## Exercise
Report back every line of the entries that contains "Paraná", exactly as written.

Stored data entries
────
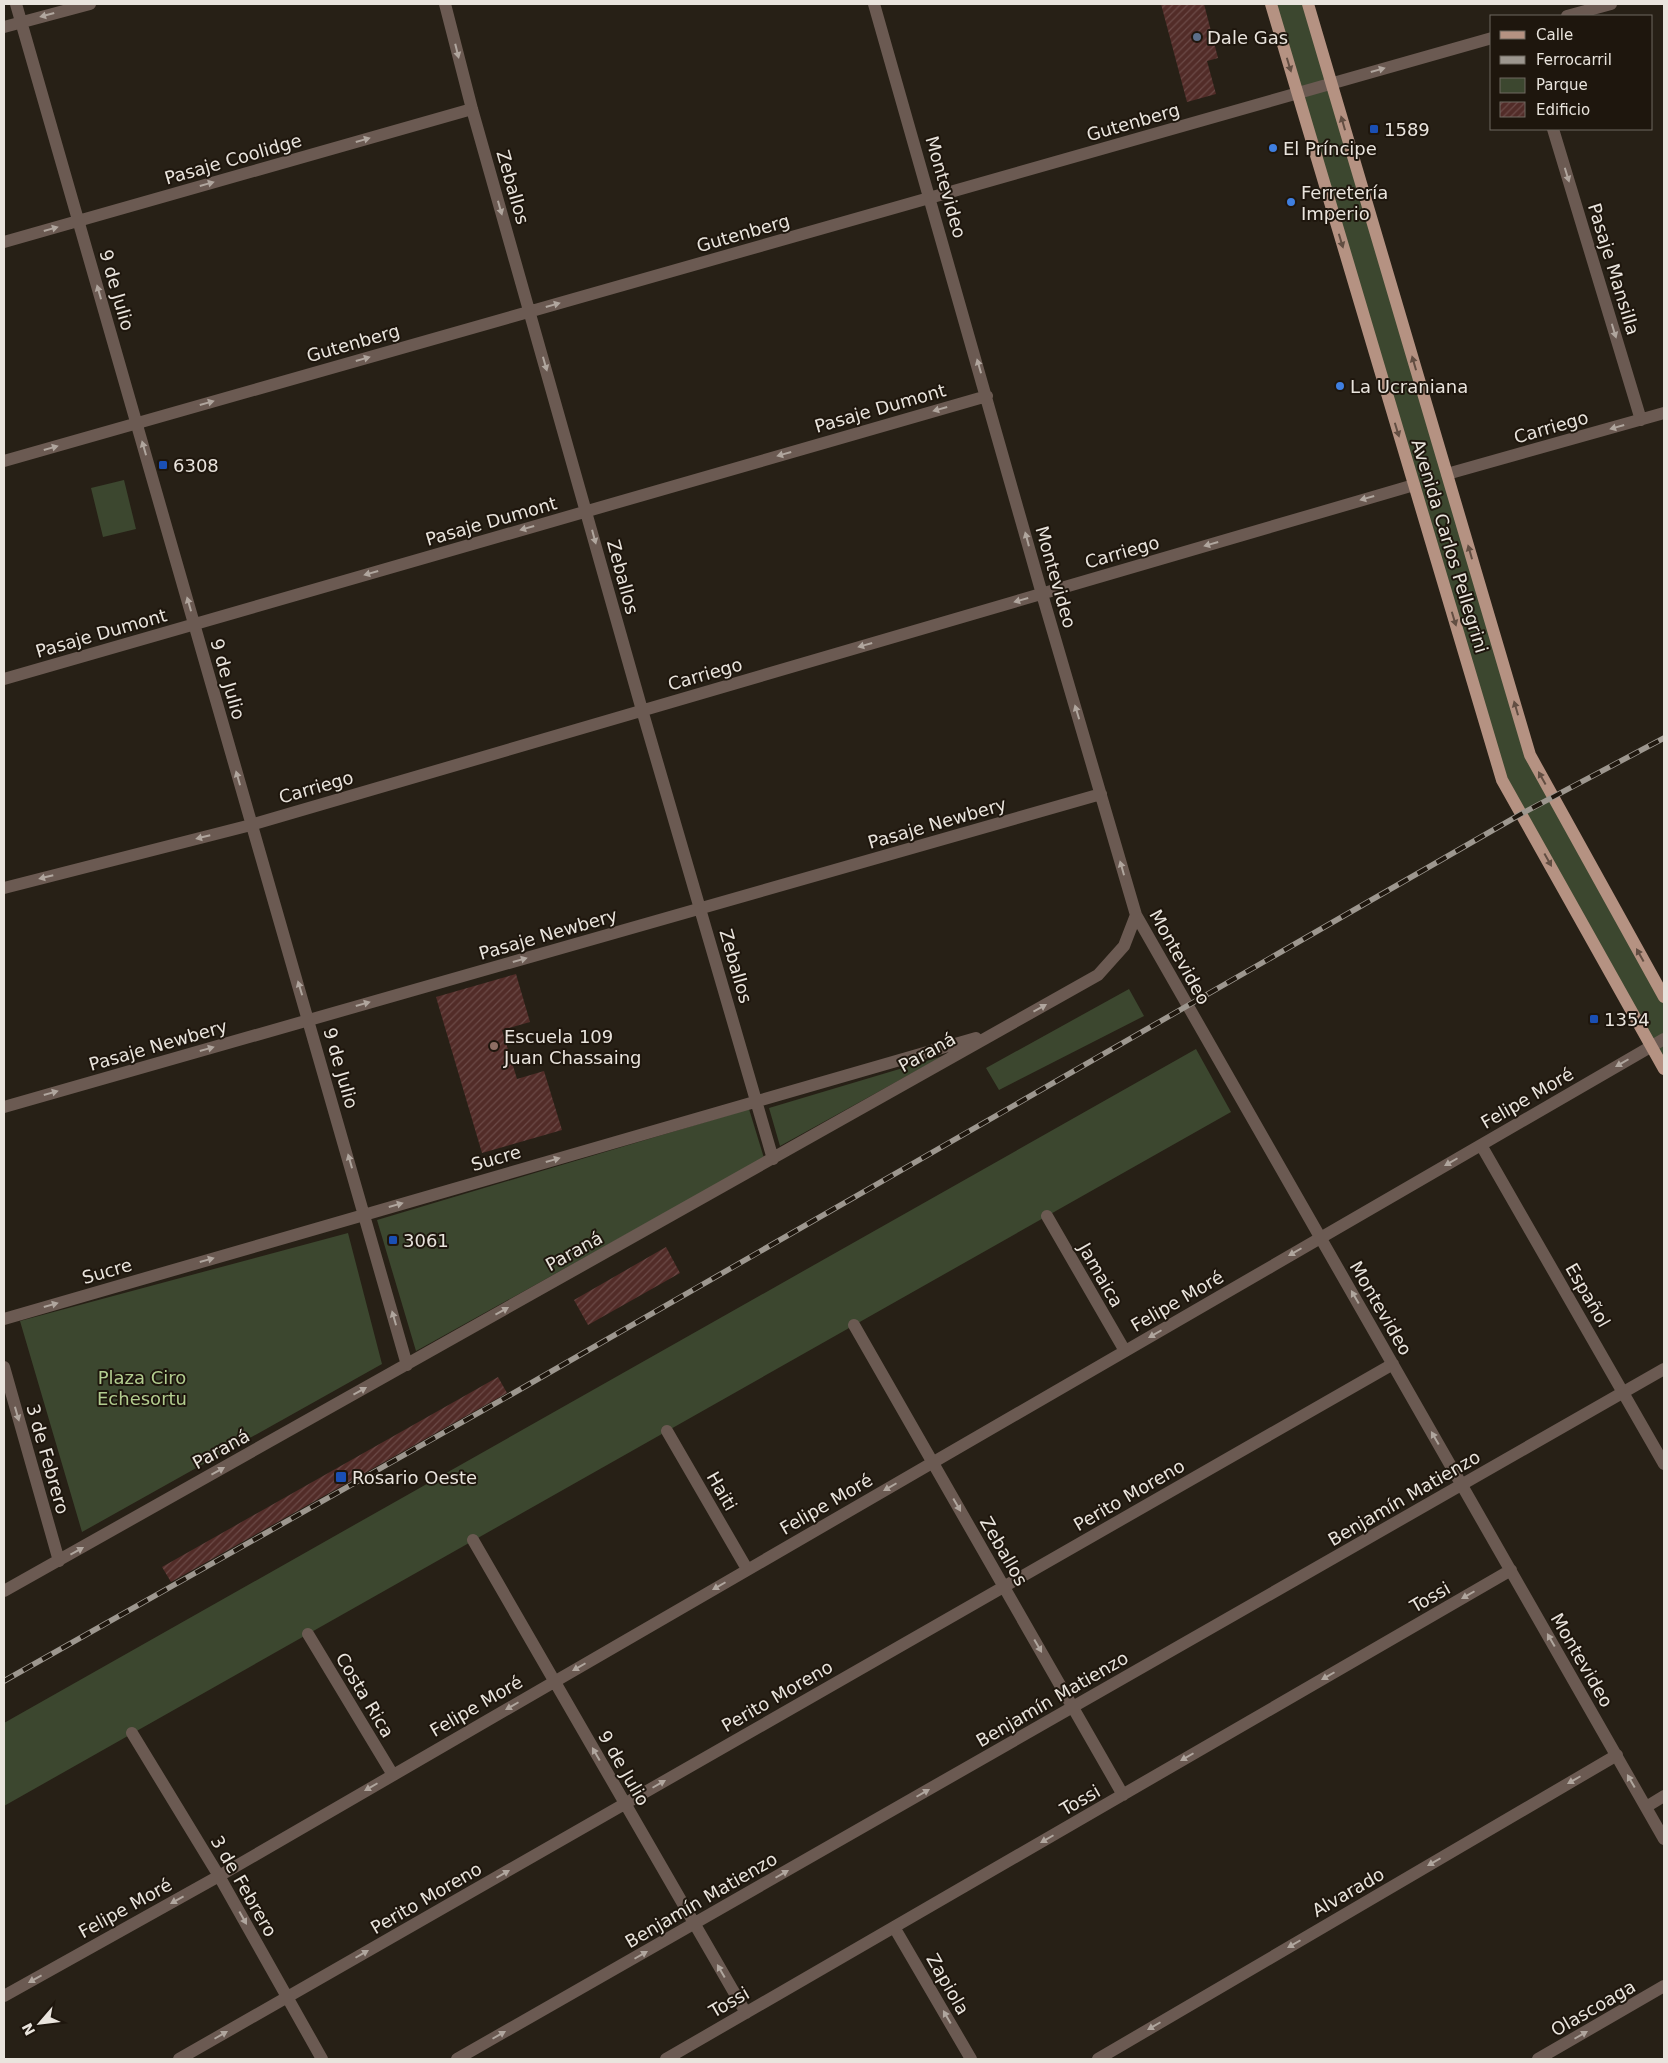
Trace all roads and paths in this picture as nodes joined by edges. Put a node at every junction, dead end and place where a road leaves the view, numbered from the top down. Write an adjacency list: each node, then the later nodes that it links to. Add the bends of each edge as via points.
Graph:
1 (16, 4): 9 (street, 9 de Julio)
2 (90, 4): 9 (street, one-way to 9)
3 (445, 4): 14 (street, Zeballos, one-way to 14)
4 (874, 4): 16 (street, Montevideo)
5 (1271, 4): 13 (main road, Avenida Carlos Pellegrini, one-way to 13)
6 (1308, 4): 12 (main road, Avenida Carlos Pellegrini)
7 (1611, 4): 8 (street)
8 (1571, 15)
9 (21, 22): 10 (street); 17 (street, 9 de Julio)
10 (4, 27)
11 (1490, 39): 12 (street, Gutenberg, one-way to 11)
12 (1332, 83): 13 (street, Gutenberg); 25 (main road, Avenida Carlos Pellegrini, one-way to 12)
13 (1297, 93): 16 (street, Gutenberg); 26 (main road, Avenida Carlos Pellegrini, one-way to 26)
14 (472, 109): 17 (street, Pasaje Coolidge, one-way to 14); 19 (street, Zeballos, one-way to 19)
15 (1553, 130): 22 (street, Pasaje Mansilla, one-way to 22)
16 (931, 198): 19 (street, Gutenberg, one-way to 16); 20 (street, Montevideo, one-way to 16)
17 (78, 221): 18 (street, Pasaje Coolidge, one-way to 17); 23 (street, 9 de Julio, one-way to 17)
18 (4, 242)
19 (530, 311): 23 (street, Gutenberg, one-way to 19); 27 (street, Zeballos, one-way to 27)
20 (987, 396): 27 (street, Pasaje Dumont, one-way to 27); 28 (street, Montevideo, one-way to 20)
21 (1664, 413): 22 (street, Carriego)
22 (1641, 420): 25 (street, Carriego, one-way to 25)
23 (137, 424): 24 (street, Gutenberg, one-way to 23); 29 (street, 9 de Julio, one-way to 23)
24 (4, 461)
25 (1447, 474): 37 (main road, Avenida Carlos Pellegrini, one-way to 25, via 1530,755)
26 (1414, 485): 28 (street, Carriego, one-way to 28); 41 (main road, Avenida Carlos Pellegrini, one-way to 41, via 1502,780)
27 (587, 511): 29 (street, Pasaje Dumont, one-way to 29); 31 (street, Zeballos, one-way to 31)
28 (1042, 594): 31 (street, Carriego, one-way to 31); 32 (street, Montevideo, one-way to 28)
29 (195, 624): 30 (street, Pasaje Dumont); 33 (street, 9 de Julio, one-way to 29)
30 (4, 680)
31 (642, 710): 33 (street, Carriego); 35 (street, Zeballos)
32 (1101, 794): 35 (street, Pasaje Newbery); 36 (street, Montevideo, one-way to 32)
33 (251, 825): 34 (street, Carriego, one-way to 34); 38 (street, 9 de Julio, one-way to 33)
34 (4, 888)
35 (701, 908): 38 (street, Pasaje Newbery, one-way to 35); 43 (street, Zeballos)
36 (1136, 915): 39 (street, Paraná, one-way to 36, via 1098,976 1124,946); 49 (street, Montevideo)
37 (1664, 997)
38 (309, 1020): 44 (street, Pasaje Newbery, one-way to 38); 47 (street, 9 de Julio, one-way to 38)
39 (998, 1032): 43 (street, Sucre); 46 (street, Paraná)
40 (1664, 1038): 41 (street, Felipe Moré)
41 (1651, 1046): 42 (main road, Avenida Carlos Pellegrini); 45 (street, Felipe Moré, one-way to 45)
42 (1664, 1069)
43 (757, 1102): 46 (street, Zeballos); 47 (street, Sucre, one-way to 43)
44 (4, 1107)
45 (1481, 1145): 49 (street, Felipe Moré, one-way to 49); 57 (street, Español)
46 (773, 1159): 54 (street, Paraná, one-way to 46)
47 (365, 1214): 50 (street, Sucre, one-way to 47); 54 (street, 9 de Julio, one-way to 47)
48 (1048, 1216): 52 (street, Jamaica)
49 (1321, 1238): 52 (street, Felipe Moré, one-way to 52); 53 (street, Montevideo, one-way to 49)
50 (4, 1319)
51 (854, 1325): 59 (street, Zeballos)
52 (1125, 1351): 59 (street, Felipe Moré)
53 (1393, 1364): 61 (street, Montevideo, one-way to 53); 66 (street, Perito Moreno)
54 (407, 1365): 63 (street, Paraná, one-way to 54)
55 (4, 1367): 63 (street, 3 de Febrero, one-way to 63)
56 (1664, 1369): 57 (street, Benjamín Matienzo)
57 (1624, 1392): 60 (street, Español); 61 (street, Benjamín Matienzo)
58 (667, 1431): 64 (street, Haiti)
59 (933, 1462): 64 (street, Felipe Moré, one-way to 64); 66 (street, Zeballos, one-way to 66)
60 (1664, 1464)
61 (1462, 1485): 65 (street, Montevideo); 70 (street, Benjamín Matienzo)
62 (473, 1540): 69 (street, 9 de Julio)
63 (59, 1561): 67 (street, Paraná)
64 (747, 1570): 69 (street, Felipe Moré, one-way to 69)
65 (1511, 1570): 72 (street, Montevideo, one-way to 65); 74 (street, Tossi, one-way to 74)
66 (1004, 1587): 70 (street, Zeballos, one-way to 70); 76 (street, Perito Moreno, one-way to 66)
67 (4, 1591)
68 (308, 1634): 73 (street, Costa Rica)
69 (554, 1681): 73 (street, Felipe Moré, one-way to 73); 76 (street, 9 de Julio, one-way to 69)
70 (1073, 1707): 74 (street, Zeballos); 80 (street, Benjamín Matienzo, one-way to 70)
71 (132, 1733): 79 (street, 3 de Febrero)
72 (1616, 1755): 77 (street, Montevideo, one-way to 72); 91 (street, Alvarado, one-way to 91)
73 (393, 1775): 79 (street, Felipe Moré, one-way to 79)
74 (1123, 1795): 81 (street, Tossi, one-way to 81)
75 (1664, 1796): 77 (street)
76 (625, 1804): 80 (street, 9 de Julio); 84 (street, Perito Moreno, one-way to 76)
77 (1646, 1807): 78 (street, Montevideo)
78 (1664, 1839)
79 (219, 1876): 83 (street, Felipe Moré, one-way to 83); 84 (street, 3 de Febrero, one-way to 84)
80 (694, 1924): 85 (street, 9 de Julio, one-way to 80); 88 (street, Benjamín Matienzo, one-way to 80)
81 (894, 1927): 85 (street, Tossi); 90 (street, Zapiola, one-way to 81)
82 (1664, 1986): 92 (street, Olascoaga, one-way to 82)
83 (4, 1996)
84 (288, 1997): 86 (street, Perito Moreno, one-way to 84); 87 (street, 3 de Febrero)
85 (746, 2013): 89 (street, Tossi)
86 (179, 2059)
87 (322, 2059)
88 (457, 2059)
89 (666, 2059)
90 (971, 2059)
91 (1098, 2059)
92 (1538, 2059)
────
## Solution to this problem
36 (1136, 915): 39 (street, Paraná, one-way to 36, via 1098,976 1124,946); 49 (street, Montevideo)
39 (998, 1032): 43 (street, Sucre); 46 (street, Paraná)
46 (773, 1159): 54 (street, Paraná, one-way to 46)
54 (407, 1365): 63 (street, Paraná, one-way to 54)
63 (59, 1561): 67 (street, Paraná)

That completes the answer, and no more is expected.